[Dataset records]
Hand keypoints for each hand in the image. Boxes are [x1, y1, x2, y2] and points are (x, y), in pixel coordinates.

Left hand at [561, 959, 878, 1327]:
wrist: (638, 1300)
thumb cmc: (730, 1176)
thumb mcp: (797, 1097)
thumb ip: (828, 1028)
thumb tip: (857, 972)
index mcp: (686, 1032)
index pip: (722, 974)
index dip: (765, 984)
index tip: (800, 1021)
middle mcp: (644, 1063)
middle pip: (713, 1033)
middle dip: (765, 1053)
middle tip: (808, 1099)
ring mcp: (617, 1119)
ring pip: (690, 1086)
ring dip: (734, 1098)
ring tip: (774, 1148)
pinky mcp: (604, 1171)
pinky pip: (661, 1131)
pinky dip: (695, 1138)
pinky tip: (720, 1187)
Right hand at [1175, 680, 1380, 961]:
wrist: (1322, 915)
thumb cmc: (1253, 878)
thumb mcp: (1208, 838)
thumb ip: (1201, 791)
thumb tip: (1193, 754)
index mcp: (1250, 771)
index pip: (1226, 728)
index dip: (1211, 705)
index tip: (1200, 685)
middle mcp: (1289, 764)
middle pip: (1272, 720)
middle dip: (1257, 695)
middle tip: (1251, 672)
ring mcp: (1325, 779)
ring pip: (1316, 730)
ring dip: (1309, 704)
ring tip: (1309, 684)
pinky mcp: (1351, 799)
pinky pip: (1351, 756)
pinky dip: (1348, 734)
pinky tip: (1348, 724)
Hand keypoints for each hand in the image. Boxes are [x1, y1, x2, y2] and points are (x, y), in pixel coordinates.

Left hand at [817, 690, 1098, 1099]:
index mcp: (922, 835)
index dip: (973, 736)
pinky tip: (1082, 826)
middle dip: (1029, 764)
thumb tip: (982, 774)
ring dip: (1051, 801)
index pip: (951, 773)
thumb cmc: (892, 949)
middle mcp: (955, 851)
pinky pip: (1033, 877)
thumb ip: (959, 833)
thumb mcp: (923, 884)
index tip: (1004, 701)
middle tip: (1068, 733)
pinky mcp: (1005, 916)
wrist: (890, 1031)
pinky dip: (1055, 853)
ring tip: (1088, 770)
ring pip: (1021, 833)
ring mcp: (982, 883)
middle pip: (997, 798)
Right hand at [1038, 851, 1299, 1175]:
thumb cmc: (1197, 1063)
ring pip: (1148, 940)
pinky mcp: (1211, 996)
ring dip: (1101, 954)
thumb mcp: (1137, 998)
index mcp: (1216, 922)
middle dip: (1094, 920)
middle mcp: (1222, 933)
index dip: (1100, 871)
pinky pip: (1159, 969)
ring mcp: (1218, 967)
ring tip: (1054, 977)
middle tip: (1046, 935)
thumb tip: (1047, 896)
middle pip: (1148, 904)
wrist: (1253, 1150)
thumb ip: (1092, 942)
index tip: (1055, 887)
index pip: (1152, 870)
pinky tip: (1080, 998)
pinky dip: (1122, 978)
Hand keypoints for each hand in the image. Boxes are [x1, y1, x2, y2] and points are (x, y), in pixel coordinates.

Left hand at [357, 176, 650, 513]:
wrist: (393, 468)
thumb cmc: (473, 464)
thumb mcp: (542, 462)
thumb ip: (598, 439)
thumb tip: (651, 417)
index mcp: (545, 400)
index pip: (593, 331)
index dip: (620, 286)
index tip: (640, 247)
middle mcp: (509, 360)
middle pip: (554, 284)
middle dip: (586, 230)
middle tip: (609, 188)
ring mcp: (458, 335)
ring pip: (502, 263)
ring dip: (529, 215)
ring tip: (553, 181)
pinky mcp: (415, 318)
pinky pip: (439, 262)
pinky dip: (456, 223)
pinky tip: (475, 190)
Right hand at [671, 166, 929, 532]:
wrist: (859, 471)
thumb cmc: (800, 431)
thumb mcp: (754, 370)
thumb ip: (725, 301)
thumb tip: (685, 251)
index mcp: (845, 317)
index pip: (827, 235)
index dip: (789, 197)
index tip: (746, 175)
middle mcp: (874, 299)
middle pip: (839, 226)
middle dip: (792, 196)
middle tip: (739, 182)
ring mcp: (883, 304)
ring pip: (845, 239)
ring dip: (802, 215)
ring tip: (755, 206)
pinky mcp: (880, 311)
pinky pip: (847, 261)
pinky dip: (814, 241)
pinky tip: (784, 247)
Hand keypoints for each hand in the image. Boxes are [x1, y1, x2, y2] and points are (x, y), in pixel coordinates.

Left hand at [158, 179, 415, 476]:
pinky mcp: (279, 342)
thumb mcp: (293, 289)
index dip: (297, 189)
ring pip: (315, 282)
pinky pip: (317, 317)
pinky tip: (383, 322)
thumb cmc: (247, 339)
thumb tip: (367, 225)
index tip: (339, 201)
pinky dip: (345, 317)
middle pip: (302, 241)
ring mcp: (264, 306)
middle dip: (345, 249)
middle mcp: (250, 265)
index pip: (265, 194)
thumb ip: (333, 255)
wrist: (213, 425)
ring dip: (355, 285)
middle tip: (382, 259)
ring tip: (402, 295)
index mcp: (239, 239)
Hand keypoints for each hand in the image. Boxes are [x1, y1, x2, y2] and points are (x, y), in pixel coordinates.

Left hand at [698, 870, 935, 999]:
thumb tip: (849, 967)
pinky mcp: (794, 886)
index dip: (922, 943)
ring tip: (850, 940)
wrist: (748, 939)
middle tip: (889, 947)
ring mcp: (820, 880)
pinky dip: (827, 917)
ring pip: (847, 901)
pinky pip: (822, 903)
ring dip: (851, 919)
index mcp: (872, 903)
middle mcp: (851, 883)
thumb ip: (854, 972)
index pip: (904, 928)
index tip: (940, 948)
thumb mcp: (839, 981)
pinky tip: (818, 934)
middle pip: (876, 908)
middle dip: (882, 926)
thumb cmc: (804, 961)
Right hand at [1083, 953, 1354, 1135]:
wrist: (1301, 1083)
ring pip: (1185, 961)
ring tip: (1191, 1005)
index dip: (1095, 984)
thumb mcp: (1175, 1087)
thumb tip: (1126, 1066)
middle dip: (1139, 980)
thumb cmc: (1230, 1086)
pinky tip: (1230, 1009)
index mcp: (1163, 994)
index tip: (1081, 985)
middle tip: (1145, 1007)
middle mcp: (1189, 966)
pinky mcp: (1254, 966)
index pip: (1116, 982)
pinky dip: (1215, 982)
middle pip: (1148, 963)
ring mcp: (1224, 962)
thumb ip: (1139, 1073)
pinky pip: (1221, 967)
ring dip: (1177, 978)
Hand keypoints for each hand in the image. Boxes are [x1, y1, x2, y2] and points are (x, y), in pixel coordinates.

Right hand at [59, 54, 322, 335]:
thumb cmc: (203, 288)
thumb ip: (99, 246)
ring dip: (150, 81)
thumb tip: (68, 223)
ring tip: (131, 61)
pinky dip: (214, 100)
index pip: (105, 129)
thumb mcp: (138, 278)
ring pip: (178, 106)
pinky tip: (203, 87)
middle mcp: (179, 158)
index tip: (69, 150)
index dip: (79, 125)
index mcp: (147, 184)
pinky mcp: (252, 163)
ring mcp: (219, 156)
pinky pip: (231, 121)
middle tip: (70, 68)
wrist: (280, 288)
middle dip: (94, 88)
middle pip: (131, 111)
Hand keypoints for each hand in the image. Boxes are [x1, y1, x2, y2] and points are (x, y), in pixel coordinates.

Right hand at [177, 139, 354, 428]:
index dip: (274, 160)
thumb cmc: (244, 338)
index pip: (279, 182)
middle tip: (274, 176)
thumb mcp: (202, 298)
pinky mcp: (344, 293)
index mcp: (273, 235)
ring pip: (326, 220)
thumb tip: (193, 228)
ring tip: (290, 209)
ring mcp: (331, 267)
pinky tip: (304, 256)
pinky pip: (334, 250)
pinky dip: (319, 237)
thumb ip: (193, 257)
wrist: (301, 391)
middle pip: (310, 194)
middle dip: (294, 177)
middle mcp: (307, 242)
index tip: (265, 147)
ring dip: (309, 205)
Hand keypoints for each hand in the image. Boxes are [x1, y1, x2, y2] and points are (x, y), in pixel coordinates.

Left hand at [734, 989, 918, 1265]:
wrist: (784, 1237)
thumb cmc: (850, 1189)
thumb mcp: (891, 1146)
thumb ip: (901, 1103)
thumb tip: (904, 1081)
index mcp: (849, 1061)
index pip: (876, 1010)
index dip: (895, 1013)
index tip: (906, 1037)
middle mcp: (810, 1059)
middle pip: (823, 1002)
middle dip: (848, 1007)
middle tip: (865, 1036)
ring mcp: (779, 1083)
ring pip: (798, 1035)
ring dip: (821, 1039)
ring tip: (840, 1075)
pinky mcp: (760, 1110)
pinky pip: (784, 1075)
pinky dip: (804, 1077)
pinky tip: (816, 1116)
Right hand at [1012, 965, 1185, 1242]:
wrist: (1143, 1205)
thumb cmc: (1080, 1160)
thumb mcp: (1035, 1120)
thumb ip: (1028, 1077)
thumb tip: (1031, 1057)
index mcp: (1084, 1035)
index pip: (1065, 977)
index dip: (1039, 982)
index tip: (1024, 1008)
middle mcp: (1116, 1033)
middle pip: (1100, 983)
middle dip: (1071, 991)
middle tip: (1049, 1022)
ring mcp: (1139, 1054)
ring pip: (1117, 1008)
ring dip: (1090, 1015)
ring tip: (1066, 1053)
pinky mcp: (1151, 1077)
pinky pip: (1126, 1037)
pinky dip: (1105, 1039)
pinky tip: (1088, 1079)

__Task item__
Among the records above, only the lines between the line holding "pinky mcp: (880, 311)" and the line holding "pinky pip: (822, 903)", inclusive, are to be output, exactly as written.

__Written reply__
pinky mcp: (880, 311)
pinky pip: (847, 261)
pinky dip: (814, 241)
pinky tip: (784, 247)
Hand keypoints for each hand in the image. Boxes are [x1, y1, x2, y2] and points are (x, y), in pixel coordinates.

Left hand at [158, 179, 415, 476]:
pinky mcp: (279, 342)
thumb mcp: (293, 289)
index dip: (297, 189)
ring pip: (315, 282)
pinky pip: (317, 317)
pinky tip: (383, 322)
thumb cmc: (247, 339)
thumb tip: (367, 225)
index tip: (339, 201)
pinky dip: (345, 317)
middle pip: (302, 241)
ring mcp: (264, 306)
middle dip: (345, 249)
middle mcp: (250, 265)
index pip: (265, 194)
thumb ip: (333, 255)
wrist: (213, 425)
ring dip: (355, 285)
middle tip: (382, 259)
ring tip: (402, 295)
index mcp: (239, 239)
Hand keypoints for each hand in the image. Boxes are [x1, y1, x2, y2] and points are (x, y), in pixel coordinates.

Left hand at [698, 870, 935, 999]:
thumb tip: (849, 967)
pinky mcp: (794, 886)
index dip: (922, 943)
ring tip: (850, 940)
wrist: (748, 939)
middle tip: (889, 947)
ring mcp: (820, 880)
pinky dip: (827, 917)
ring pip: (847, 901)
pinky pip: (822, 903)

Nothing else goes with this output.